Work to complete
Keep the wording of every entry intact in your copy, and omit the pictures.

Study material
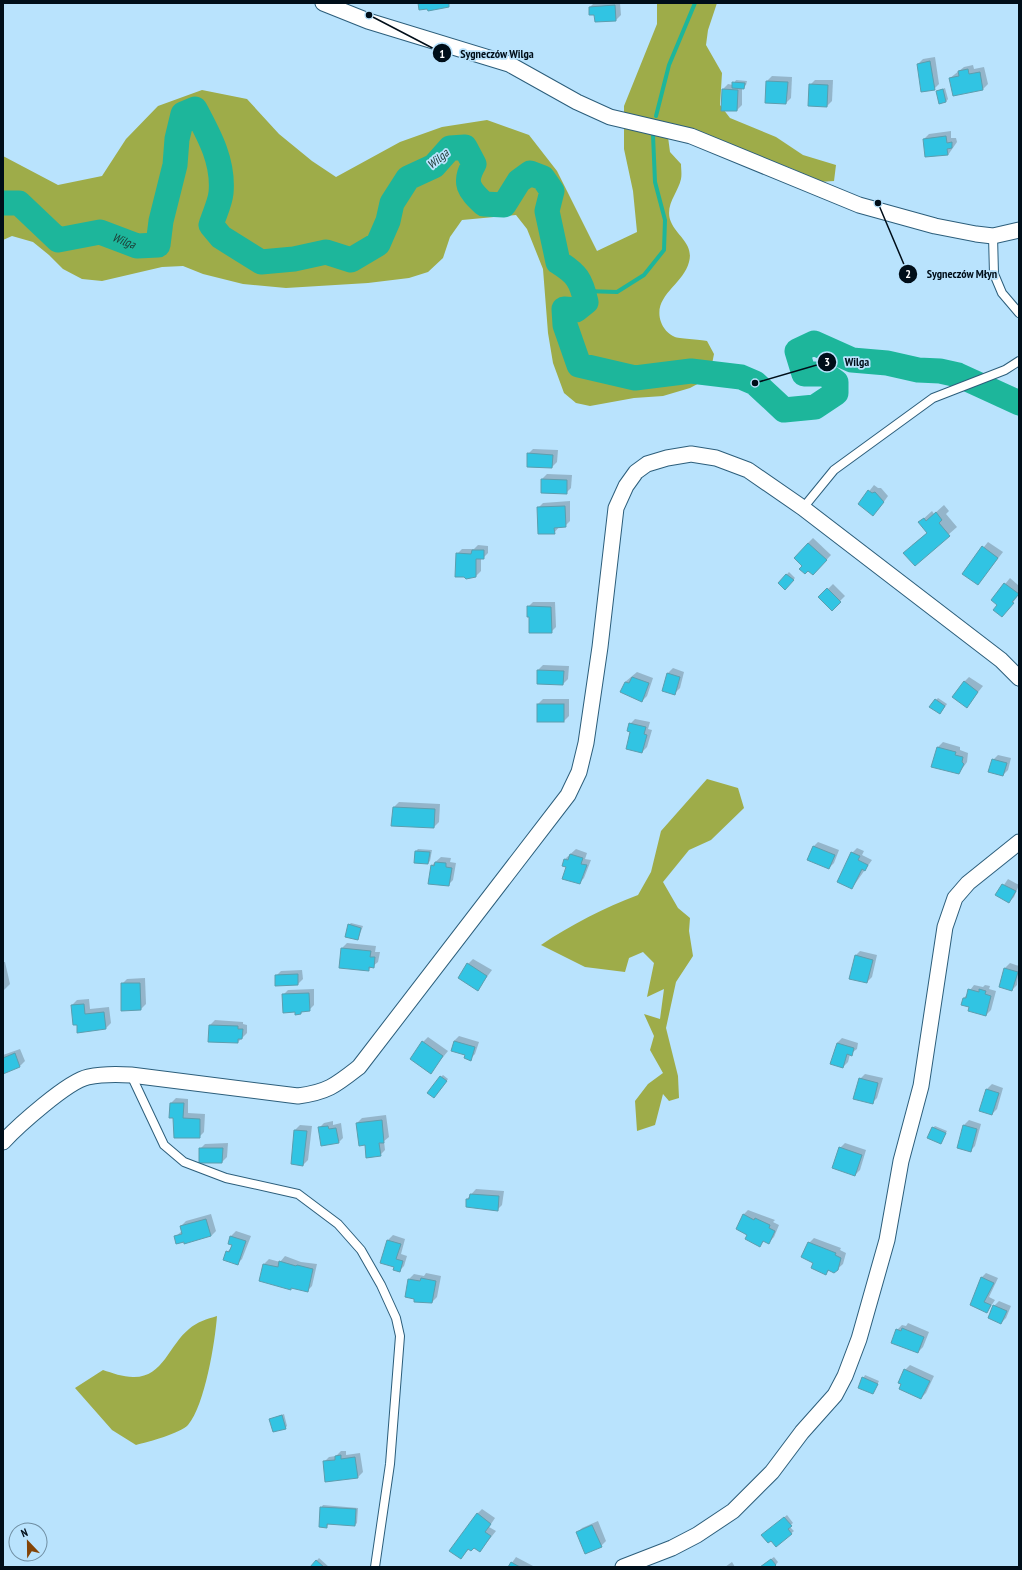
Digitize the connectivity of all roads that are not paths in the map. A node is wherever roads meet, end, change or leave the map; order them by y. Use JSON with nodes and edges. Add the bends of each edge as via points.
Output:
{"nodes":[{"id":1,"x":323,"y":3,"type":"edge"},
{"id":2,"x":1019,"y":230,"type":"edge"},
{"id":3,"x":993,"y":236,"type":"junction"},
{"id":4,"x":1019,"y":313,"type":"edge"},
{"id":5,"x":1019,"y":361,"type":"edge"},
{"id":6,"x":803,"y":508,"type":"junction"},
{"id":7,"x":1019,"y":678,"type":"edge"},
{"id":8,"x":1019,"y":842,"type":"edge"},
{"id":9,"x":131,"y":1075,"type":"junction"},
{"id":10,"x":3,"y":1142,"type":"edge"},
{"id":11,"x":375,"y":1567,"type":"edge"},
{"id":12,"x":623,"y":1567,"type":"edge"}],
"edges":[{"from":1,"to":3,"type":"street","via":[[368,21],[509,64],[577,102],[610,117],[691,136],[859,205],[935,226]]},
{"from":2,"to":3,"type":"street"},
{"from":3,"to":4,"type":"lane","via":[[994,274],[1002,293]]},
{"from":5,"to":6,"type":"lane","via":[[1005,370],[933,398],[834,470]]},
{"from":6,"to":7,"type":"street","via":[[1001,660]]},
{"from":6,"to":9,"type":"street","via":[[748,470],[716,458],[691,454],[667,458],[647,464],[636,472],[616,508],[600,654],[579,772],[568,795],[359,1068],[328,1090],[298,1096]]},
{"from":8,"to":12,"type":"street","via":[[968,883],[955,898],[945,927],[930,1036],[901,1161],[887,1240],[859,1339],[845,1376],[834,1395],[772,1472],[733,1511],[672,1548]]},
{"from":9,"to":10,"type":"street","via":[[86,1077],[62,1090]]},
{"from":9,"to":11,"type":"lane","via":[[164,1145],[184,1162],[226,1178],[298,1194],[338,1224],[361,1250],[380,1285],[396,1318],[400,1336],[390,1464]]}]}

Answer space
Digitize the connectivity of all roads that are not paths in the map. A node is wherever roads meet, end, change or leave the map; order them by y. Use JSON with nodes and edges. Add the bends of each edge as via points.
Output:
{"nodes":[{"id":1,"x":323,"y":3,"type":"edge"},
{"id":2,"x":1019,"y":230,"type":"edge"},
{"id":3,"x":993,"y":236,"type":"junction"},
{"id":4,"x":1019,"y":313,"type":"edge"},
{"id":5,"x":1019,"y":361,"type":"edge"},
{"id":6,"x":803,"y":508,"type":"junction"},
{"id":7,"x":1019,"y":678,"type":"edge"},
{"id":8,"x":1019,"y":842,"type":"edge"},
{"id":9,"x":131,"y":1075,"type":"junction"},
{"id":10,"x":3,"y":1142,"type":"edge"},
{"id":11,"x":375,"y":1567,"type":"edge"},
{"id":12,"x":623,"y":1567,"type":"edge"}],
"edges":[{"from":1,"to":3,"type":"street","via":[[368,21],[509,64],[577,102],[610,117],[691,136],[859,205],[935,226]]},
{"from":2,"to":3,"type":"street"},
{"from":3,"to":4,"type":"lane","via":[[994,274],[1002,293]]},
{"from":5,"to":6,"type":"lane","via":[[1005,370],[933,398],[834,470]]},
{"from":6,"to":7,"type":"street","via":[[1001,660]]},
{"from":6,"to":9,"type":"street","via":[[748,470],[716,458],[691,454],[667,458],[647,464],[636,472],[616,508],[600,654],[579,772],[568,795],[359,1068],[328,1090],[298,1096]]},
{"from":8,"to":12,"type":"street","via":[[968,883],[955,898],[945,927],[930,1036],[901,1161],[887,1240],[859,1339],[845,1376],[834,1395],[772,1472],[733,1511],[672,1548]]},
{"from":9,"to":10,"type":"street","via":[[86,1077],[62,1090]]},
{"from":9,"to":11,"type":"lane","via":[[164,1145],[184,1162],[226,1178],[298,1194],[338,1224],[361,1250],[380,1285],[396,1318],[400,1336],[390,1464]]}]}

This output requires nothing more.